From Stefan Kaltenbrunner
Subject Re: Backslash as ordinary char vs. not; set via a connection/session
Date
Msg-id 44C9241D.4040001@kaltenbrunner.cc
Whole thread Raw
In response to Backslash as ordinary char vs. not; set via a connection/session variable  (Ken Johanson <pg-user@kensystem.com>)
Responses Re: Backslash as ordinary char vs. not; set via a connection/session  (Ken Johanson <pg-user@kensystem.com>)
List pgsql-general
Ken Johanson wrote:
> Tom and folks,
>
> Will it be possible to set this more standard backslash handling
> behavior -- and possibly similar conformance modes... in a way similar
> to how mysql allows?

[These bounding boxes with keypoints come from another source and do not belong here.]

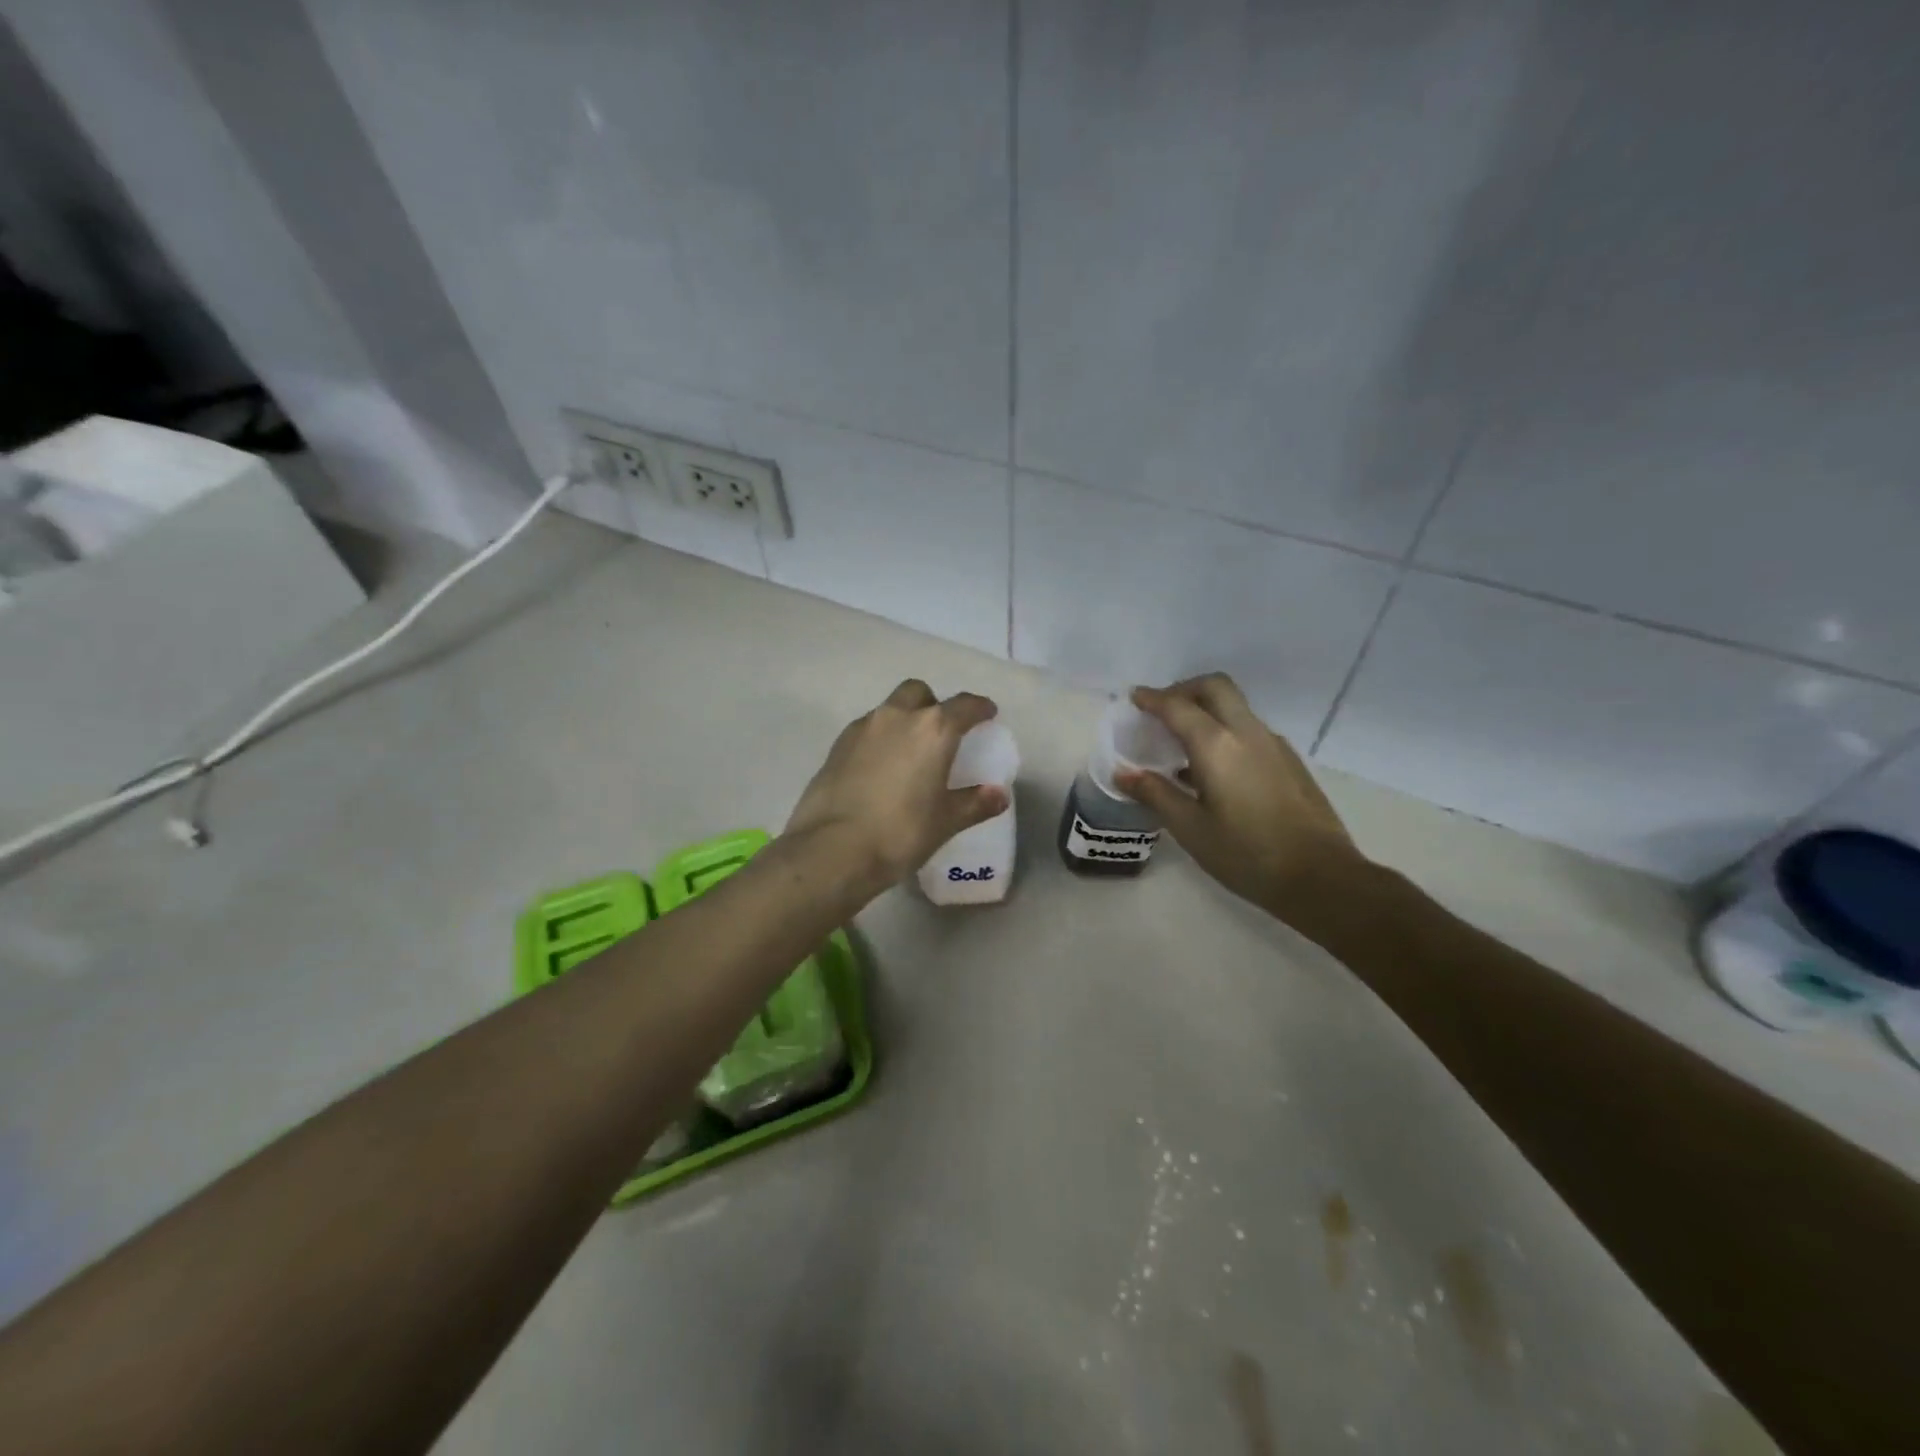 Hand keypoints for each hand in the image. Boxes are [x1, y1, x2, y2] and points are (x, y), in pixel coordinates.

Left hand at [785, 680, 1008, 891]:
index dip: (979, 708)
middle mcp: (897, 717)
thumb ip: (975, 803)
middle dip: (933, 705)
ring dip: (903, 720)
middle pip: (919, 693)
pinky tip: (880, 768)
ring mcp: (862, 728)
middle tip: (941, 733)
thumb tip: (998, 795)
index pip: (964, 705)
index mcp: (932, 730)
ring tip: (909, 753)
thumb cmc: (900, 833)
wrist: (832, 850)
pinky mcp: (837, 745)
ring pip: (889, 709)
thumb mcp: (945, 822)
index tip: (987, 714)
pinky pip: (866, 730)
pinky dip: (879, 739)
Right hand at [1113, 674, 1366, 917]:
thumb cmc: (1246, 854)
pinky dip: (1224, 730)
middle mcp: (1247, 733)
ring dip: (1206, 709)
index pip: (1177, 706)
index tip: (1133, 698)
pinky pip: (1249, 729)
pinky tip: (1214, 768)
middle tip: (1161, 710)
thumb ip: (1155, 794)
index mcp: (1217, 745)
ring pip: (1235, 707)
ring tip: (1182, 741)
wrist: (1321, 877)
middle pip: (1214, 687)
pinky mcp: (1289, 761)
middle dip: (1184, 689)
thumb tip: (1123, 773)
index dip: (1152, 699)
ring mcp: (1273, 744)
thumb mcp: (1190, 828) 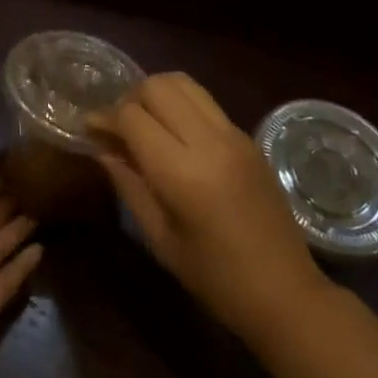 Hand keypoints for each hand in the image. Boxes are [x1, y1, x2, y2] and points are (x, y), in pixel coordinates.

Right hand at [88, 73, 327, 340]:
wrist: (287, 294)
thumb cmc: (216, 279)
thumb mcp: (160, 239)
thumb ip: (128, 185)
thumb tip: (102, 148)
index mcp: (183, 173)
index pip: (132, 117)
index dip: (105, 118)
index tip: (90, 129)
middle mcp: (209, 142)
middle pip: (157, 86)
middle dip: (129, 98)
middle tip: (118, 126)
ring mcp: (233, 134)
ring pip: (183, 83)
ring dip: (156, 93)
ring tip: (145, 122)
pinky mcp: (248, 137)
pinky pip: (205, 101)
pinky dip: (180, 105)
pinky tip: (174, 134) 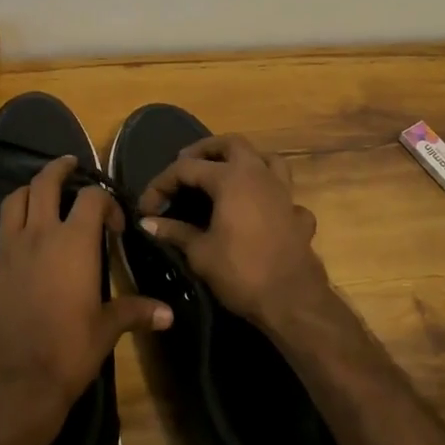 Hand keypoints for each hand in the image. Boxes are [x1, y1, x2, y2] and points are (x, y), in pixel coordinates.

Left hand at [0, 155, 170, 444]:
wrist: (16, 382)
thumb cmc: (69, 350)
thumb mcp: (107, 330)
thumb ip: (135, 312)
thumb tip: (169, 314)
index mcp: (74, 242)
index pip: (93, 198)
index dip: (106, 201)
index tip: (114, 224)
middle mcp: (39, 234)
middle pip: (44, 184)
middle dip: (57, 170)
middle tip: (67, 165)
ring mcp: (5, 251)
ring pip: (10, 204)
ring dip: (23, 195)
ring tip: (32, 197)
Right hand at [136, 135, 331, 328]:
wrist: (292, 301)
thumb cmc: (241, 272)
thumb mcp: (200, 253)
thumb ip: (174, 232)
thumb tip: (147, 222)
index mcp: (230, 178)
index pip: (187, 168)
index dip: (162, 184)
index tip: (147, 206)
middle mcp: (259, 174)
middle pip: (232, 144)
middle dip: (206, 149)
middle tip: (186, 164)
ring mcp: (283, 192)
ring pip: (266, 158)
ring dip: (245, 160)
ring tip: (226, 173)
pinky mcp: (298, 213)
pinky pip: (283, 192)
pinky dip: (270, 194)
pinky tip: (261, 209) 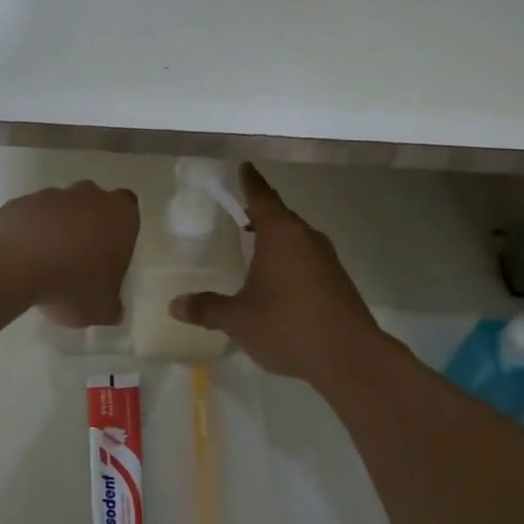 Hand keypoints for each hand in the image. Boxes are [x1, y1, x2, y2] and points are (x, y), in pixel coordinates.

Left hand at [0, 182, 138, 327]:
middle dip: (88, 225)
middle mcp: (89, 196)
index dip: (120, 229)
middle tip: (80, 259)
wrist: (17, 260)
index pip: (129, 208)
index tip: (110, 253)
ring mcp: (52, 195)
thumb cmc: (74, 282)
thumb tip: (112, 308)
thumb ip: (111, 306)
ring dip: (55, 230)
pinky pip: (30, 218)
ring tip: (46, 265)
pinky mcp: (20, 201)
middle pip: (93, 203)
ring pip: (59, 209)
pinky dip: (28, 234)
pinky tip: (22, 260)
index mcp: (120, 215)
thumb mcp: (102, 309)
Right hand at [171, 164, 390, 385]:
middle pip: (281, 216)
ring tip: (258, 246)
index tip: (244, 167)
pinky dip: (292, 260)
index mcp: (280, 234)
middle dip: (262, 213)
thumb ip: (207, 308)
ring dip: (278, 238)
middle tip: (242, 212)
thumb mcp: (238, 319)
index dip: (250, 182)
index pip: (261, 197)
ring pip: (297, 238)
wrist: (349, 357)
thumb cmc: (287, 325)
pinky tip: (281, 280)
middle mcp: (306, 238)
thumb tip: (175, 305)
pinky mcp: (338, 282)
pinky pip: (309, 259)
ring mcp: (327, 259) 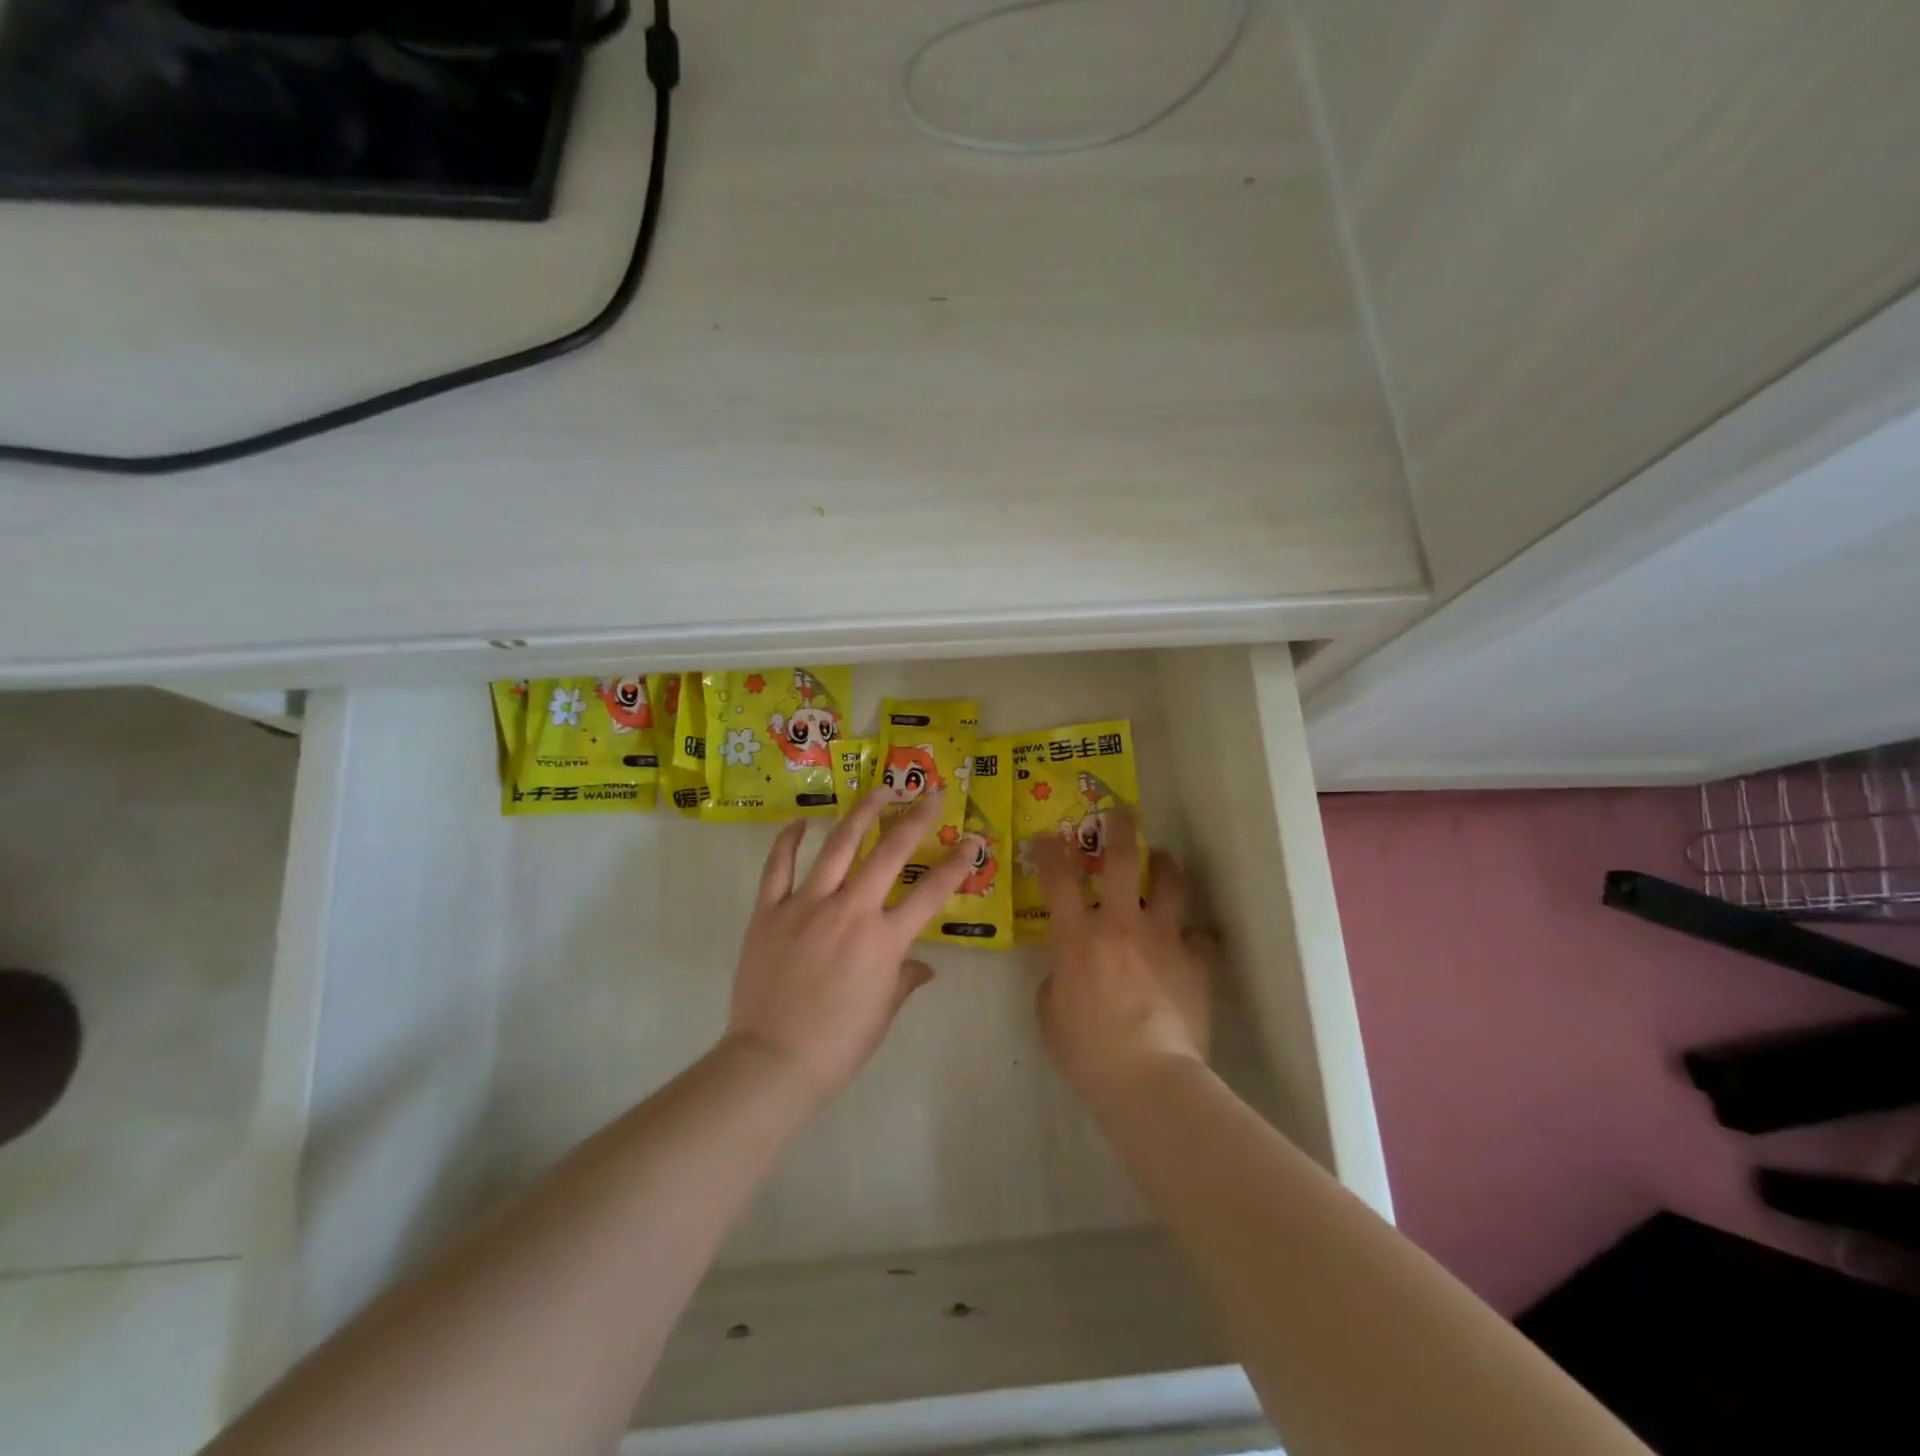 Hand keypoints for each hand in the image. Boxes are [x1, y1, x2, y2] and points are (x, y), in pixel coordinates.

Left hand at [724, 790, 972, 1107]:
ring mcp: (807, 905)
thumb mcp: (883, 1013)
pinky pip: (778, 867)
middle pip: (889, 852)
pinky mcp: (770, 910)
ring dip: (862, 813)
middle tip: (929, 794)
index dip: (957, 863)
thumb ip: (905, 979)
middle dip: (915, 818)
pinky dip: (788, 841)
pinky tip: (800, 822)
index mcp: (884, 939)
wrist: (773, 1062)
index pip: (931, 892)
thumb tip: (924, 967)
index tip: (973, 840)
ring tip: (879, 789)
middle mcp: (850, 910)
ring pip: (838, 845)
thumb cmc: (838, 1044)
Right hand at [1034, 810, 1212, 1102]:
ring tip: (1164, 862)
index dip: (1049, 851)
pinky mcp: (1196, 960)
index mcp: (1079, 935)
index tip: (1047, 836)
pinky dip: (1196, 938)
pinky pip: (1202, 937)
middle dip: (1120, 829)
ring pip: (1170, 883)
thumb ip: (1056, 981)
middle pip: (1121, 859)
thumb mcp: (1050, 1014)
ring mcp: (1163, 938)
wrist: (1148, 1075)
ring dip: (1166, 867)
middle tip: (1121, 813)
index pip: (1058, 878)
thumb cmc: (1088, 1049)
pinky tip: (1193, 944)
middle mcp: (1121, 923)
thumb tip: (1067, 972) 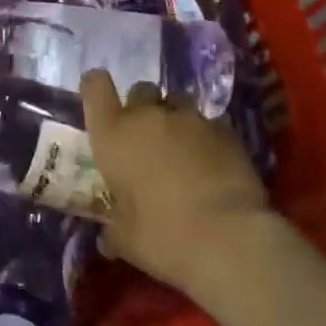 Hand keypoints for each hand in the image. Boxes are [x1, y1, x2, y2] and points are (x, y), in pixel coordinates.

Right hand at [80, 70, 272, 295]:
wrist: (230, 239)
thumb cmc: (163, 237)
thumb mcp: (126, 240)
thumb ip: (114, 229)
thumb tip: (107, 238)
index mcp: (113, 135)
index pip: (95, 86)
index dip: (96, 89)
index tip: (100, 104)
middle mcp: (148, 116)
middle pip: (140, 90)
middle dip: (142, 109)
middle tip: (146, 140)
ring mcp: (190, 119)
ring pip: (177, 103)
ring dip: (175, 121)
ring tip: (183, 151)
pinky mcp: (226, 131)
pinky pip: (209, 124)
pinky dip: (206, 138)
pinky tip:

They allow one to issue commands on the connection
> like:
>
> SET SESSION sql_mode = 'NO_BACKSLASH_ESCAPES,IGNORE_SPACE,ANSI'
>
> The advantage to this is that ISPs, etc can, by default, run the
> database with the old/incorrect mode (which is more compatible with the
> correspondingly legacy/broken apps.. and for newer apps to issue that
> command to make the DB act more standards compliant..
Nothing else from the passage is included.